1. The applicant has been convicted under Section 498, I.P.C., i.e. for keeping one Mt. Jagdei, the married wife of the complainant, in his keeping as his mistress.
2. Mt. Jagdei was a widow. The complainant says that after the death of her former husband the said woman made a second marriage with him. The woman denies this fact. There is no evidence in this case that the applicant took or enticed away the woman. All that the evidence shows is that the woman herself went to live with the applicant. This being so the chief element which constitutes the offence under Section 498 is wanting. Again my attention has not been directed to any evidence which could prove that the applicant is keeping the woman in his house for the purpose of an illicit intercourse with her. The woman is not willing to go with the complainant and all that the evidence on the record shows is that the appellant also helped the woman in her not being taken away by force by the complainant. In this way the utmost that can be said against the applicant is that he is in a way detaining the woman.
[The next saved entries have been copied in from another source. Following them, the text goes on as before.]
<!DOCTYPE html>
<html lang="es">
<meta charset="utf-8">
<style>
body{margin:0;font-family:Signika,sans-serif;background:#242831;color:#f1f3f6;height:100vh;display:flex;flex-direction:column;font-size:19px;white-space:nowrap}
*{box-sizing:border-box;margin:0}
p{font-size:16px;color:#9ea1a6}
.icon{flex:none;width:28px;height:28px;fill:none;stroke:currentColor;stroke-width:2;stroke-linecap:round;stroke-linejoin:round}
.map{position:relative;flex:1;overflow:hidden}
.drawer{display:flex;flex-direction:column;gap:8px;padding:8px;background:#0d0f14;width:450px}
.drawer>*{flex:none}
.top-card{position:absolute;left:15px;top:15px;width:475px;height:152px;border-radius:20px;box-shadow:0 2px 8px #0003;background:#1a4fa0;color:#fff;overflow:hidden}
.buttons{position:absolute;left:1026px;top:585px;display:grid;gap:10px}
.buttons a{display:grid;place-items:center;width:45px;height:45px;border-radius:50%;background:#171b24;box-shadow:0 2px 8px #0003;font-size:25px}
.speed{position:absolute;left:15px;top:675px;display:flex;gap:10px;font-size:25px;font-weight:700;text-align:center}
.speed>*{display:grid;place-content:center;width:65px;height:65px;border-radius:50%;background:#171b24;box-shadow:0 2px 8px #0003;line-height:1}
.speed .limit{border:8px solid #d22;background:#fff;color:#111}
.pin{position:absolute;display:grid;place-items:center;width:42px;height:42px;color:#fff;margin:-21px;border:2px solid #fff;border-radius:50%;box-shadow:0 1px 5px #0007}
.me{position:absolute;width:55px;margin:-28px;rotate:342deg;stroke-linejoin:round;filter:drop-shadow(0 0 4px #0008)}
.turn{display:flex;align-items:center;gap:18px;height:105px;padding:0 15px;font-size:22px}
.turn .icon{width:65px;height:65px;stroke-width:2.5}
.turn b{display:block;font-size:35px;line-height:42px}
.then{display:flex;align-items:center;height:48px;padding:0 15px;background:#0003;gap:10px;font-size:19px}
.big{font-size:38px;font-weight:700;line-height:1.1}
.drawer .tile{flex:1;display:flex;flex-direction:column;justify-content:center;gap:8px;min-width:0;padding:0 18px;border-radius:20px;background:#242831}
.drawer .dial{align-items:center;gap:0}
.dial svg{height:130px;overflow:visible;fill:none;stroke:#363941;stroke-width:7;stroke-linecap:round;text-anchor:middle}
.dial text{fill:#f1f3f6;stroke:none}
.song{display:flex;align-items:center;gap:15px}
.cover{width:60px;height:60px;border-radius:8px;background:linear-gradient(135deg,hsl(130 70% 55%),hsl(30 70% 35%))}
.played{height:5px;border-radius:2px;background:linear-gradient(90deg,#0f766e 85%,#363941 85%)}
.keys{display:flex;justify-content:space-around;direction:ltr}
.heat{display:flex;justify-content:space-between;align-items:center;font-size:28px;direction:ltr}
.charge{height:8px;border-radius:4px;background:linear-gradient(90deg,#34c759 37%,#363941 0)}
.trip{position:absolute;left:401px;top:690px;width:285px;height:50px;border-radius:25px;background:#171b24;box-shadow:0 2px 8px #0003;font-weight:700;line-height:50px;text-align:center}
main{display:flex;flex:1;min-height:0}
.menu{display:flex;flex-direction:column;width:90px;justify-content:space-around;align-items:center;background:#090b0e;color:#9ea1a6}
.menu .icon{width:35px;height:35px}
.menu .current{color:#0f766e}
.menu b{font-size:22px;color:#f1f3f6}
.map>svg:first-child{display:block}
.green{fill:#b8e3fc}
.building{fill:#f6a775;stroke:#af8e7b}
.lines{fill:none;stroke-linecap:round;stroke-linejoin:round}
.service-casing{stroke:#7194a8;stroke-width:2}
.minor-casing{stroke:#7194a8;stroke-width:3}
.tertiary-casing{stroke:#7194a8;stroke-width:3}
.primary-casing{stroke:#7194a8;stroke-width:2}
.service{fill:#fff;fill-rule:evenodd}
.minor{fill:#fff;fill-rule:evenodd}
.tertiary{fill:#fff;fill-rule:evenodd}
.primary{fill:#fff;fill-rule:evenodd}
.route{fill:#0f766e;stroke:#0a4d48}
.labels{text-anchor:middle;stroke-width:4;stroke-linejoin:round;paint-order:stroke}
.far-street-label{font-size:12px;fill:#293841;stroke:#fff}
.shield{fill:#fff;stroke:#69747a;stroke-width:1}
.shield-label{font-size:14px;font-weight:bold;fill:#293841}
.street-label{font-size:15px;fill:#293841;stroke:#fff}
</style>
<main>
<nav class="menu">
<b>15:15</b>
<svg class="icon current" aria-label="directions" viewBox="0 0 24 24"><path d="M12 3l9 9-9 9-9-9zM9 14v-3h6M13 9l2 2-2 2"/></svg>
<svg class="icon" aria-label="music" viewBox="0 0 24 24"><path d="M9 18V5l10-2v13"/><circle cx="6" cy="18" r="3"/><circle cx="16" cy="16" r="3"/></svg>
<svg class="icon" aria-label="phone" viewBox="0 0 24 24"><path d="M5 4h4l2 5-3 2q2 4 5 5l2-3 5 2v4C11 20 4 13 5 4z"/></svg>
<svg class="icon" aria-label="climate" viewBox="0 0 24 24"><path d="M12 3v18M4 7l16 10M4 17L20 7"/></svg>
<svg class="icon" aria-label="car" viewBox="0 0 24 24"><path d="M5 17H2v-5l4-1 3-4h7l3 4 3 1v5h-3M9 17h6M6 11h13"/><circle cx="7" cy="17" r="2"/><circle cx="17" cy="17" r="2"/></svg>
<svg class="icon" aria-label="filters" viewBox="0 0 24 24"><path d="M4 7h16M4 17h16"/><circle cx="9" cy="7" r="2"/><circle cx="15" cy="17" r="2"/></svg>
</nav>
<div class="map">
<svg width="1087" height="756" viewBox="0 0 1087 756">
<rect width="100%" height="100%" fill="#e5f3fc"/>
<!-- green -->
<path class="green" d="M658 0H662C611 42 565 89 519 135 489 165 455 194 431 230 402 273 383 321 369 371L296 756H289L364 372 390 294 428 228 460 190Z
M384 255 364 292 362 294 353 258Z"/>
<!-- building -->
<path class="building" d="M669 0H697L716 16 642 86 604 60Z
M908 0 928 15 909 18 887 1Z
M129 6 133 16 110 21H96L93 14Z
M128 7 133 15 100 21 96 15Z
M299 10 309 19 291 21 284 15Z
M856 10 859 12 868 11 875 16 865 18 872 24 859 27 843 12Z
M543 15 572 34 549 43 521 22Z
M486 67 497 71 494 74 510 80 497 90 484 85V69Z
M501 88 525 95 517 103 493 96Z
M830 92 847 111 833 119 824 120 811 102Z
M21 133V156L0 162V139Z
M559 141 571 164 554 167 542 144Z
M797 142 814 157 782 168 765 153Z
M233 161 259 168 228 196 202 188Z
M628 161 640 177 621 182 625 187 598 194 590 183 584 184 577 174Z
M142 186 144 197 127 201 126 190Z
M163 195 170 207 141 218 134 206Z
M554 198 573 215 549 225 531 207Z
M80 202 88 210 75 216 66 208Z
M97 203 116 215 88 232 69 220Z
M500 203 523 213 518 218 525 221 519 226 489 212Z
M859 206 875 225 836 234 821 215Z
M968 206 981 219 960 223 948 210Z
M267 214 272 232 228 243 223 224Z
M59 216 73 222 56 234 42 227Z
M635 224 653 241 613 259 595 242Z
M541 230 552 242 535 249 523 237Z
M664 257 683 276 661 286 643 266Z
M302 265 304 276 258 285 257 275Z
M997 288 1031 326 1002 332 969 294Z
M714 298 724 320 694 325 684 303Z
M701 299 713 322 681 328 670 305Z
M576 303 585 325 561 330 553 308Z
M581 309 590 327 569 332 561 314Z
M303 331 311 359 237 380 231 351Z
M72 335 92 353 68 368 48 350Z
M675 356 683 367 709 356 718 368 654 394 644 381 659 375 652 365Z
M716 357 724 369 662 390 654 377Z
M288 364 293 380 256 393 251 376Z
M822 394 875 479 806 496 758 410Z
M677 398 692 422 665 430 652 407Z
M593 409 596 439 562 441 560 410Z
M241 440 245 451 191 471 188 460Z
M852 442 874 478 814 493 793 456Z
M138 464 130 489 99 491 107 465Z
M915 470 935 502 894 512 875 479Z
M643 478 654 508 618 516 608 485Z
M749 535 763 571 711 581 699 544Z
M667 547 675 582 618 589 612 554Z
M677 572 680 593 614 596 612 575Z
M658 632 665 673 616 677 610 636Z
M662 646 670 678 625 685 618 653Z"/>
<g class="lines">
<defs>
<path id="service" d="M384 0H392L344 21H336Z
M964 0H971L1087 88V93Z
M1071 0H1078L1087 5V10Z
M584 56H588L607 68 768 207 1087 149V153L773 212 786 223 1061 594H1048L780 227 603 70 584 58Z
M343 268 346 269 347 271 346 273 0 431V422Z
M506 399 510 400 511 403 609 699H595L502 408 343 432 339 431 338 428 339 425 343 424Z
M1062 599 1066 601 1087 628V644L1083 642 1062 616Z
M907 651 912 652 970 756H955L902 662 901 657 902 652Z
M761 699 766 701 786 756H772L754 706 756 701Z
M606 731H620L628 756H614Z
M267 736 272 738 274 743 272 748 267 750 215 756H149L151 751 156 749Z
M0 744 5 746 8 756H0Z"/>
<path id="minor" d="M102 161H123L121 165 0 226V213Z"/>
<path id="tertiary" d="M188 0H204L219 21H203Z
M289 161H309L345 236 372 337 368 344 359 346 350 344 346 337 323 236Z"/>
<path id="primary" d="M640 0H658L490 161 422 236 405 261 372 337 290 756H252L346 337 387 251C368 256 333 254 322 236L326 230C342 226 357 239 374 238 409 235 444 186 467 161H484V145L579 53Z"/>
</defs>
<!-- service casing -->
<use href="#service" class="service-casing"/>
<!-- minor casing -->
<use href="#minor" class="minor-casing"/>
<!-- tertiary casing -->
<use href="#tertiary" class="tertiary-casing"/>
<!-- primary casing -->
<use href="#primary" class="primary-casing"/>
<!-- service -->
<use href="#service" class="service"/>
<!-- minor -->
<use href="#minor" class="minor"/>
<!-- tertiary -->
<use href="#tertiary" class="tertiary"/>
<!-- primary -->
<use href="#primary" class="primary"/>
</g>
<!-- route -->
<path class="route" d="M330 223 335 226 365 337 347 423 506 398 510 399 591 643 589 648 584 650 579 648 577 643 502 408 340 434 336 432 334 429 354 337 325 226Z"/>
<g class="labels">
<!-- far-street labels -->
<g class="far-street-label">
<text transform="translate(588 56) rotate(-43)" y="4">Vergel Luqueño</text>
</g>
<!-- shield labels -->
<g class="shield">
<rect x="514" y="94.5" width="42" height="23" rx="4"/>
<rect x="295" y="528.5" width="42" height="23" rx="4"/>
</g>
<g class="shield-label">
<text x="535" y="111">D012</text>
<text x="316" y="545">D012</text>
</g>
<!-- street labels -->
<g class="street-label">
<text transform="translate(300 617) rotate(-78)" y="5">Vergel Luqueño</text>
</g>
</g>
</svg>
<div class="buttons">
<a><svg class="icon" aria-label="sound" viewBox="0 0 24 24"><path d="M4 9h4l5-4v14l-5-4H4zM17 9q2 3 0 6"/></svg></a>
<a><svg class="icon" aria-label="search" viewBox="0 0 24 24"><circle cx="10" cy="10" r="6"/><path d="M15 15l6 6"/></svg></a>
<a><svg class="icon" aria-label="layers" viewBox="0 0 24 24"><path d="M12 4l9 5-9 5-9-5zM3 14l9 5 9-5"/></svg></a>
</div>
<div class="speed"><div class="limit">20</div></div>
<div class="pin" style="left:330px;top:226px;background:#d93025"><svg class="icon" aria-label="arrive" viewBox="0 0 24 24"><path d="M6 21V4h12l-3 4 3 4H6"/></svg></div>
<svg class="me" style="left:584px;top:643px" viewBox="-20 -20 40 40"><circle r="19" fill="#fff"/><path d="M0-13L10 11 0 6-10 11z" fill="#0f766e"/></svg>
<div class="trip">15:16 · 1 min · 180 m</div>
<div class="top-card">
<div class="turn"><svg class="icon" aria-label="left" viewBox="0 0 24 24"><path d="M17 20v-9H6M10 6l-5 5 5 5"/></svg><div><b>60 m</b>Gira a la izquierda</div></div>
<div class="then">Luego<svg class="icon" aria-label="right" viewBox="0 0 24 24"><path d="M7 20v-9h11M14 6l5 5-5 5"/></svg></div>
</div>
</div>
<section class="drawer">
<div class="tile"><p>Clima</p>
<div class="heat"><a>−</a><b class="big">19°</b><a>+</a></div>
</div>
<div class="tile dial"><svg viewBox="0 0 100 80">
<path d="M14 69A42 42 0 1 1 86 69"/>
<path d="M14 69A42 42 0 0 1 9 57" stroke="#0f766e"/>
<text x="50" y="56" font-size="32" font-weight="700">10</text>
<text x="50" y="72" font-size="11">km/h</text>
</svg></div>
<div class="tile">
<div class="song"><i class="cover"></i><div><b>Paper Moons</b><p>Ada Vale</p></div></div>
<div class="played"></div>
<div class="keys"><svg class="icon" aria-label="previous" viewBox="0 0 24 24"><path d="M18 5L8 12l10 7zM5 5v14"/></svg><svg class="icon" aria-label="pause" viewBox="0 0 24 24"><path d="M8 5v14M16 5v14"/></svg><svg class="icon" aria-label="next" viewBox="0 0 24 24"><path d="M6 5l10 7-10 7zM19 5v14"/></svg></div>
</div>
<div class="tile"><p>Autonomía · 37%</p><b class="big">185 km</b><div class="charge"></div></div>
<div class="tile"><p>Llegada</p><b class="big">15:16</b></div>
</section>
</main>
It has, however, been held in the ruling reported in the case of Lachman Chamar v. Emperor (1920) 18 A.L.J. 311, that there can be no detention where the woman is living with a man of her own free will and refused to go back with her husband. The evidence on the record does not in my opinion prove the offence under Section 498, I.P.C., with which the accused has been charged and the conviction of the accused does not appear to be proper. Let the record be sent to the learned Magistrate for an explanation as to why the case should not be referred to the Hon'ble High Court with a recommendation that the conviction and the sentence passed on the applicant be set aside.
3. I am inclined to agree with the Sessions Judge. It does not much matter because the sentence has been served, but I formally accept the reference and set aside the conviction.